-- Supplied material follows --
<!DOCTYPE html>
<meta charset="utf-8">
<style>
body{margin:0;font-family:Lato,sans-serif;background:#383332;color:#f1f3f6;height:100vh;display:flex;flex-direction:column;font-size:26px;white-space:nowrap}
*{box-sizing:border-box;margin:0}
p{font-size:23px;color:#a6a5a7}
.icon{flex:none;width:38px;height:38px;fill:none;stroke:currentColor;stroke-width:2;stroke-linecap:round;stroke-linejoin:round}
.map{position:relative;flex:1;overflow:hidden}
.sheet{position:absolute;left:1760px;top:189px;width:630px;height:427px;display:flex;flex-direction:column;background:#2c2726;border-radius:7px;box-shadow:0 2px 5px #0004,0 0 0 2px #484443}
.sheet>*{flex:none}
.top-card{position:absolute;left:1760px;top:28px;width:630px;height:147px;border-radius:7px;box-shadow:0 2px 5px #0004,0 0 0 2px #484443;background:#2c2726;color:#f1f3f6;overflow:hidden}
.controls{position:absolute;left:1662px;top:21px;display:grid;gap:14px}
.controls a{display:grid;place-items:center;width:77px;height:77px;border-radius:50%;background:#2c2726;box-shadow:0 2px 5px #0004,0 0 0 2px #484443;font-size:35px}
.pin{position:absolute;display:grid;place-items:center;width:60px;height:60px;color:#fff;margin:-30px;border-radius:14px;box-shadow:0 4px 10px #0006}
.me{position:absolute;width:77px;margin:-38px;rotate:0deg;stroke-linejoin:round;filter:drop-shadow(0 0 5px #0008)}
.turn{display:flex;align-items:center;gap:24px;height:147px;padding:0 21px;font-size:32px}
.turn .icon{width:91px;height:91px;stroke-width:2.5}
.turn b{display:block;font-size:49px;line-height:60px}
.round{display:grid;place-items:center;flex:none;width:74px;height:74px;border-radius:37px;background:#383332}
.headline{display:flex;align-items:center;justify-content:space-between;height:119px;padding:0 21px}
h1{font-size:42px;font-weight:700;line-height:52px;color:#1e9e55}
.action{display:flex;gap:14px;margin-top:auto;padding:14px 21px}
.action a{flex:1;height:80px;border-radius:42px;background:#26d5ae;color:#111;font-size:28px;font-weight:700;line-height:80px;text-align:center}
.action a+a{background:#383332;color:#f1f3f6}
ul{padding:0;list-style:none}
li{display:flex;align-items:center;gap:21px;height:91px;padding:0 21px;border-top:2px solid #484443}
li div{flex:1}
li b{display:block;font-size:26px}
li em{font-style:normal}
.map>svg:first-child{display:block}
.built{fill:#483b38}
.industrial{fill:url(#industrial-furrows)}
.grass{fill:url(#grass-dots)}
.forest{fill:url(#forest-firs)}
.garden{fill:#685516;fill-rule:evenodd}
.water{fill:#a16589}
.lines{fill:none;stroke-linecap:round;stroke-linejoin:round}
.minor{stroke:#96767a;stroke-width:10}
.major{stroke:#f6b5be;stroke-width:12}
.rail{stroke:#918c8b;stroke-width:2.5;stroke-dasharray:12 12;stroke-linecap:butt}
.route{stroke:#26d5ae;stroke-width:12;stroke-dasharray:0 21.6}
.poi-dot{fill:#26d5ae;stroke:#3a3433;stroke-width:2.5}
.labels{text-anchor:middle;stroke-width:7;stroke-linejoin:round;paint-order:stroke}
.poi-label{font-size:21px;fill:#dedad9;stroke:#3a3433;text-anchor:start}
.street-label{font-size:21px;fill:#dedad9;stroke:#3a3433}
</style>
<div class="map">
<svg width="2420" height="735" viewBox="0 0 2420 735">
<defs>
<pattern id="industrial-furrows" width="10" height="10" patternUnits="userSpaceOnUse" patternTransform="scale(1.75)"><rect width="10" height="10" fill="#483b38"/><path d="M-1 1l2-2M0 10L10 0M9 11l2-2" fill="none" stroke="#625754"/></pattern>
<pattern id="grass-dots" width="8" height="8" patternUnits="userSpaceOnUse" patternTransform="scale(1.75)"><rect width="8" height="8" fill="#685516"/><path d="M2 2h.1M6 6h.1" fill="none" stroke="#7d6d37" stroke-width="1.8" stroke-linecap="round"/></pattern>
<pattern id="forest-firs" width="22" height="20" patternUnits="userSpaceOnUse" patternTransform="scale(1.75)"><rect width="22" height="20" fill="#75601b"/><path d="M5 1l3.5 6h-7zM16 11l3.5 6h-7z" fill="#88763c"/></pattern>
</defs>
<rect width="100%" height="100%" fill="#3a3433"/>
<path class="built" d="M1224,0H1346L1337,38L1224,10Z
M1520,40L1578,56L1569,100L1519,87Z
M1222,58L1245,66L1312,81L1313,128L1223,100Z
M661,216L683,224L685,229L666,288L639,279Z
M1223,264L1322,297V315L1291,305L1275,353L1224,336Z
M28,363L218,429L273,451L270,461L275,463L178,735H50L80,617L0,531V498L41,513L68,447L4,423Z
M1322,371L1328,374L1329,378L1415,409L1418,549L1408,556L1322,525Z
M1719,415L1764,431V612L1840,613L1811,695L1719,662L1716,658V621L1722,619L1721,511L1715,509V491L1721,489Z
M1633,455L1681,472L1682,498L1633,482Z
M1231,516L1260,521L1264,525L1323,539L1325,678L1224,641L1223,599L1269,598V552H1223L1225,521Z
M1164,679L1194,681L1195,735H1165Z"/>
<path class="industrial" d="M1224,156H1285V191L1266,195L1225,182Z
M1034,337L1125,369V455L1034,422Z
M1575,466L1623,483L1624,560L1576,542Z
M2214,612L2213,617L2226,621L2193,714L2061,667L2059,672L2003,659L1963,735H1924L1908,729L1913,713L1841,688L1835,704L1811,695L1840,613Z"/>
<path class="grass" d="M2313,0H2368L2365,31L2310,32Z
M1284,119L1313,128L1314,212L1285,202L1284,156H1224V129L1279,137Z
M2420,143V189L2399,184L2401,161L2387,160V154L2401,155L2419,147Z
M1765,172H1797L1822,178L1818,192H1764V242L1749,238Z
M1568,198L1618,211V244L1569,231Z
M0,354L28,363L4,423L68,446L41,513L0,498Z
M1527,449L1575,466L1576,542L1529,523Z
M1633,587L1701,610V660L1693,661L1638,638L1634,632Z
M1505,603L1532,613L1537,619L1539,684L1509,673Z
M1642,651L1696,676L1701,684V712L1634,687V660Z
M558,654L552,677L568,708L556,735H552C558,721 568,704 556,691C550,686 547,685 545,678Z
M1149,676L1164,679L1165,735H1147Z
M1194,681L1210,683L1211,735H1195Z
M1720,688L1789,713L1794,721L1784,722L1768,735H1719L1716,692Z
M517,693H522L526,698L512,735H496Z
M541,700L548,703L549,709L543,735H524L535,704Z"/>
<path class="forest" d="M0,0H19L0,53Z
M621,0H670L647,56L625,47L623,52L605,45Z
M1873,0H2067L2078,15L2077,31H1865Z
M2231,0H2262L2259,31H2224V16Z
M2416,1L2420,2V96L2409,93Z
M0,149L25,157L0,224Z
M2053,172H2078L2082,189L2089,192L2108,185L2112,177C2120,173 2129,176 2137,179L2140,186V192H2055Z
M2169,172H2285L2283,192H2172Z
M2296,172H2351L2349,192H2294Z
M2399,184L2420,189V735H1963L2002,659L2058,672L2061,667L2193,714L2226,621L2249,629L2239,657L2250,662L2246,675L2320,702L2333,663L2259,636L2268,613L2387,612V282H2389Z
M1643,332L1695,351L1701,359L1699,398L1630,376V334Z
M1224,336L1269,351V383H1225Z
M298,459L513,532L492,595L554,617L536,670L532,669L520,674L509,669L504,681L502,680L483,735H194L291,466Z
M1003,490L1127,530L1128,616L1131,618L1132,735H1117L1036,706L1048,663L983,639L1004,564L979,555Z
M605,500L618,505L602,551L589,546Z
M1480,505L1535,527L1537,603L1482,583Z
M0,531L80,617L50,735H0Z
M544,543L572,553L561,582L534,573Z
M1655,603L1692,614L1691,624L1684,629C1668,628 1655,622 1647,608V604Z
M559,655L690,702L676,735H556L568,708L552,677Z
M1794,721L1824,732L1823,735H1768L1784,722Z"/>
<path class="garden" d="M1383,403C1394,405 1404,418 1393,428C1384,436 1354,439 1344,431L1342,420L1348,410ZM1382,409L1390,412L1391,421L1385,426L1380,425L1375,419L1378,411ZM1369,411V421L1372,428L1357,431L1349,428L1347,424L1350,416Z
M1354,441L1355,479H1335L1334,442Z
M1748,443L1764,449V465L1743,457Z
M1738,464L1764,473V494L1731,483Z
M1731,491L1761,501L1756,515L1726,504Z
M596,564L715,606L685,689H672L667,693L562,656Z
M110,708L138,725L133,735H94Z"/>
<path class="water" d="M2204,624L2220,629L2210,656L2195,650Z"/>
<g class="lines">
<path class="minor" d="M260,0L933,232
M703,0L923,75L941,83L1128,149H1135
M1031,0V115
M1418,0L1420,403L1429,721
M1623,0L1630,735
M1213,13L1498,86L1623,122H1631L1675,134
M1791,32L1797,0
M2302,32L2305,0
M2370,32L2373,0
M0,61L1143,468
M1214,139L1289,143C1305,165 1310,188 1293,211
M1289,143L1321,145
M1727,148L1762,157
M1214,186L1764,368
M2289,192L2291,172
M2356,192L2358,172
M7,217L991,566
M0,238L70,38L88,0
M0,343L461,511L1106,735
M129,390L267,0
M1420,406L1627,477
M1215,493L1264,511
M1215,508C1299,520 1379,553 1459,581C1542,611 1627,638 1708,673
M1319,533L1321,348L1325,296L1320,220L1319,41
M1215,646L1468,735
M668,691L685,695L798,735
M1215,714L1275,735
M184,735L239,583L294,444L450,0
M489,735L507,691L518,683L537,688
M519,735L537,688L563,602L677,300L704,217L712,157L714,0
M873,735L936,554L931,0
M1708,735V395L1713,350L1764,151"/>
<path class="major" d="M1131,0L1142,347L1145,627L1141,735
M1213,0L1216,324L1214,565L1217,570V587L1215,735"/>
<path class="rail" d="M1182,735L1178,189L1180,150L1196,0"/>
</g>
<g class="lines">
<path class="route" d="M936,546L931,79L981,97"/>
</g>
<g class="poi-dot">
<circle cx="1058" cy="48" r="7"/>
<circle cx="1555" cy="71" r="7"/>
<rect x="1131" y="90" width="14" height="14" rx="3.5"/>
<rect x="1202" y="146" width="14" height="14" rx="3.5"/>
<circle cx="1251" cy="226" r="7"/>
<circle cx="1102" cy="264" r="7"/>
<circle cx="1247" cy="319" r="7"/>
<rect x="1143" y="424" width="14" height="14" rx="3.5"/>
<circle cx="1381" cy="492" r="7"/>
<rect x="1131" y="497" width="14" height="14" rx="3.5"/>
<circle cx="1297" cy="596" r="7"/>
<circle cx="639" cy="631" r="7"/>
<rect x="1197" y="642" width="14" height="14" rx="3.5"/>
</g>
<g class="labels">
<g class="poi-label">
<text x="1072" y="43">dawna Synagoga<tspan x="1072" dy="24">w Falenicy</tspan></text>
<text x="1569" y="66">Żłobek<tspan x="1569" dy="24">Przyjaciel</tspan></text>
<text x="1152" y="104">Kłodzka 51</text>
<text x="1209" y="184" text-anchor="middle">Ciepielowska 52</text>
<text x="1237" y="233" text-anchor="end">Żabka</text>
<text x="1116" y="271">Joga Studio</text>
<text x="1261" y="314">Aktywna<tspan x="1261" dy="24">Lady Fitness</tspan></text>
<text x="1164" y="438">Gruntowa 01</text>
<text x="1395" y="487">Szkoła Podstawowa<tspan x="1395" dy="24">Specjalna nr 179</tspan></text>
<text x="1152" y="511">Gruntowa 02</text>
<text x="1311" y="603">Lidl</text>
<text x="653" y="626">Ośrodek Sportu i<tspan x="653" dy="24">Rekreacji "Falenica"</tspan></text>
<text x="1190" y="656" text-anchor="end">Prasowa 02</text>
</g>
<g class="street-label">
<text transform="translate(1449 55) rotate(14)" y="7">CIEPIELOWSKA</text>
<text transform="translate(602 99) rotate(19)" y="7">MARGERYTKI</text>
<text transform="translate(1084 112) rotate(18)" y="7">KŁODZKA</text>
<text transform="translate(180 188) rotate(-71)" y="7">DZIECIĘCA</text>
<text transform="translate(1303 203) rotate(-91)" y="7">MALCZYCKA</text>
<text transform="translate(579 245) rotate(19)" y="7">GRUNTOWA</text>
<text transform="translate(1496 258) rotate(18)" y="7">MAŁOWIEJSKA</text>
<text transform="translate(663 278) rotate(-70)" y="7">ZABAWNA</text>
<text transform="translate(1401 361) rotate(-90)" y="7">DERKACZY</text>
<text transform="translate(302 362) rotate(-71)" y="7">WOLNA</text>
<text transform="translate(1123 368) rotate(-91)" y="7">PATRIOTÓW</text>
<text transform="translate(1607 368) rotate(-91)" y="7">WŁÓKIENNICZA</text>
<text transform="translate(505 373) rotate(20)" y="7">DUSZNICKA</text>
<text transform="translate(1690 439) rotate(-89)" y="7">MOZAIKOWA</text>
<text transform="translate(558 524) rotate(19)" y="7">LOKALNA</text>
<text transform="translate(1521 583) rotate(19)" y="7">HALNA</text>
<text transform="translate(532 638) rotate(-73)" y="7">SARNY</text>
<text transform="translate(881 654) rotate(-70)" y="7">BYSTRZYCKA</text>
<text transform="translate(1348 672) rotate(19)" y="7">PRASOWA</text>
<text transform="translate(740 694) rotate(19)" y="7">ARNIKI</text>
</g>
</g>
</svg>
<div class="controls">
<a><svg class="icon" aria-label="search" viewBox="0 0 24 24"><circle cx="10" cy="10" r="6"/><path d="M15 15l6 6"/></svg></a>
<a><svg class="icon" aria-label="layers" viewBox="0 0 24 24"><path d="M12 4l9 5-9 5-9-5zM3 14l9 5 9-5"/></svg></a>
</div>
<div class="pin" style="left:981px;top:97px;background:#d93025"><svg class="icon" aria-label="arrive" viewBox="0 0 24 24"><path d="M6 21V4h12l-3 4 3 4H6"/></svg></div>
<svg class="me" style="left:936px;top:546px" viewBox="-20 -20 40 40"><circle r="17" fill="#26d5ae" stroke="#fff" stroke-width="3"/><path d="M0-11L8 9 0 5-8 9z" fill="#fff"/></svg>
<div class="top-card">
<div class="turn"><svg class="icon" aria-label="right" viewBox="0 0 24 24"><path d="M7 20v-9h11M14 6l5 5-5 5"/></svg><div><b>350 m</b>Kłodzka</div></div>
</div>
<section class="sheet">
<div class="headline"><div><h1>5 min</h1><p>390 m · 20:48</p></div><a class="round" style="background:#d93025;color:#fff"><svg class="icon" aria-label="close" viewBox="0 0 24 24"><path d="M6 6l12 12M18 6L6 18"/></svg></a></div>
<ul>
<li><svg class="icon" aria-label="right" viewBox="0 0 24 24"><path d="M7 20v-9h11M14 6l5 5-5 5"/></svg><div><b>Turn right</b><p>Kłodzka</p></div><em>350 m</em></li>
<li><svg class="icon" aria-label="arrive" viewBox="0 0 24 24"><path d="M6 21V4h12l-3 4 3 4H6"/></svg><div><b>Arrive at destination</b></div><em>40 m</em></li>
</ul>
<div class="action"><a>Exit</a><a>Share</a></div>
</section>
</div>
-- Supplied material concluded --
◆ What you should do: Scan the records above. Return every line with "shadow" in it.

◆ Exercise response:
.sheet{position:absolute;left:1760px;top:189px;width:630px;height:427px;display:flex;flex-direction:column;background:#2c2726;border-radius:7px;box-shadow:0 2px 5px #0004,0 0 0 2px #484443}
.top-card{position:absolute;left:1760px;top:28px;width:630px;height:147px;border-radius:7px;box-shadow:0 2px 5px #0004,0 0 0 2px #484443;background:#2c2726;color:#f1f3f6;overflow:hidden}
.controls a{display:grid;place-items:center;width:77px;height:77px;border-radius:50%;background:#2c2726;box-shadow:0 2px 5px #0004,0 0 0 2px #484443;font-size:35px}
.pin{position:absolute;display:grid;place-items:center;width:60px;height:60px;color:#fff;margin:-30px;border-radius:14px;box-shadow:0 4px 10px #0006}
.me{position:absolute;width:77px;margin:-38px;rotate:0deg;stroke-linejoin:round;filter:drop-shadow(0 0 5px #0008)}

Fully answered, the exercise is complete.